--- TASK INSTRUCTIONS ---
Only a number is wanted: the count of lines in this listing that contain "road".
- - - - - - -
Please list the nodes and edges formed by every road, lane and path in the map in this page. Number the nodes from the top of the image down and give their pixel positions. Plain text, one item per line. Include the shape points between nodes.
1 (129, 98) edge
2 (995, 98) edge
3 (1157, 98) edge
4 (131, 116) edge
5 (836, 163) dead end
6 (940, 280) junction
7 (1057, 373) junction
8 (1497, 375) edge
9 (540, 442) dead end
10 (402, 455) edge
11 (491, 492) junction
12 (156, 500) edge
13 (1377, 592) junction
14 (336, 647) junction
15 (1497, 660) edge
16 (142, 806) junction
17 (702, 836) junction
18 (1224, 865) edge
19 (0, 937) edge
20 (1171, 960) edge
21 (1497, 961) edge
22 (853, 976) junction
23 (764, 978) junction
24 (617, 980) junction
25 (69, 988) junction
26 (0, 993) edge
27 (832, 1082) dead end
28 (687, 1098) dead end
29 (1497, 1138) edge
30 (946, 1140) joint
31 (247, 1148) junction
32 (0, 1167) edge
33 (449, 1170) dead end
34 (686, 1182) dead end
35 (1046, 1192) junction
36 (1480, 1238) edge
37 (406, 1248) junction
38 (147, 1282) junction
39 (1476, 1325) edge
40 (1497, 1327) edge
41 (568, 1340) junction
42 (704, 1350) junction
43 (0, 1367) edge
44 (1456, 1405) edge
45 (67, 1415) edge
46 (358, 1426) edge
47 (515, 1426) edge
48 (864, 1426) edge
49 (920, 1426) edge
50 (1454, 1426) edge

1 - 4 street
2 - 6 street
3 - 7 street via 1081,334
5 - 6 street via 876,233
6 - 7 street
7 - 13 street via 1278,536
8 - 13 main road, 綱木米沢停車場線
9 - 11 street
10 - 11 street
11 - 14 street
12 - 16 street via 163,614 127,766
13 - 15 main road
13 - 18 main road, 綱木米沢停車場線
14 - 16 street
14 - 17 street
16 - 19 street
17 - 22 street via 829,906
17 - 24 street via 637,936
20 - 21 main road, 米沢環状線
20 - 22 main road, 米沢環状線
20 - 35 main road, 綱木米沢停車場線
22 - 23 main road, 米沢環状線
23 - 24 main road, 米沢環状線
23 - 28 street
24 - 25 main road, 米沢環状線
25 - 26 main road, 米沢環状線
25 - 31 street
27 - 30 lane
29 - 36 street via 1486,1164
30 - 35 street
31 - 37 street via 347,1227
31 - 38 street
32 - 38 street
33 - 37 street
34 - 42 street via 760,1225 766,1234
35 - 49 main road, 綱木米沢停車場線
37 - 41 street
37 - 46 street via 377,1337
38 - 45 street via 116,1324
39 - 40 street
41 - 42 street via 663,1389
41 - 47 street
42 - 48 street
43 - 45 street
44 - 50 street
- - - - - - -
--- YOUR RESPONSE ---
12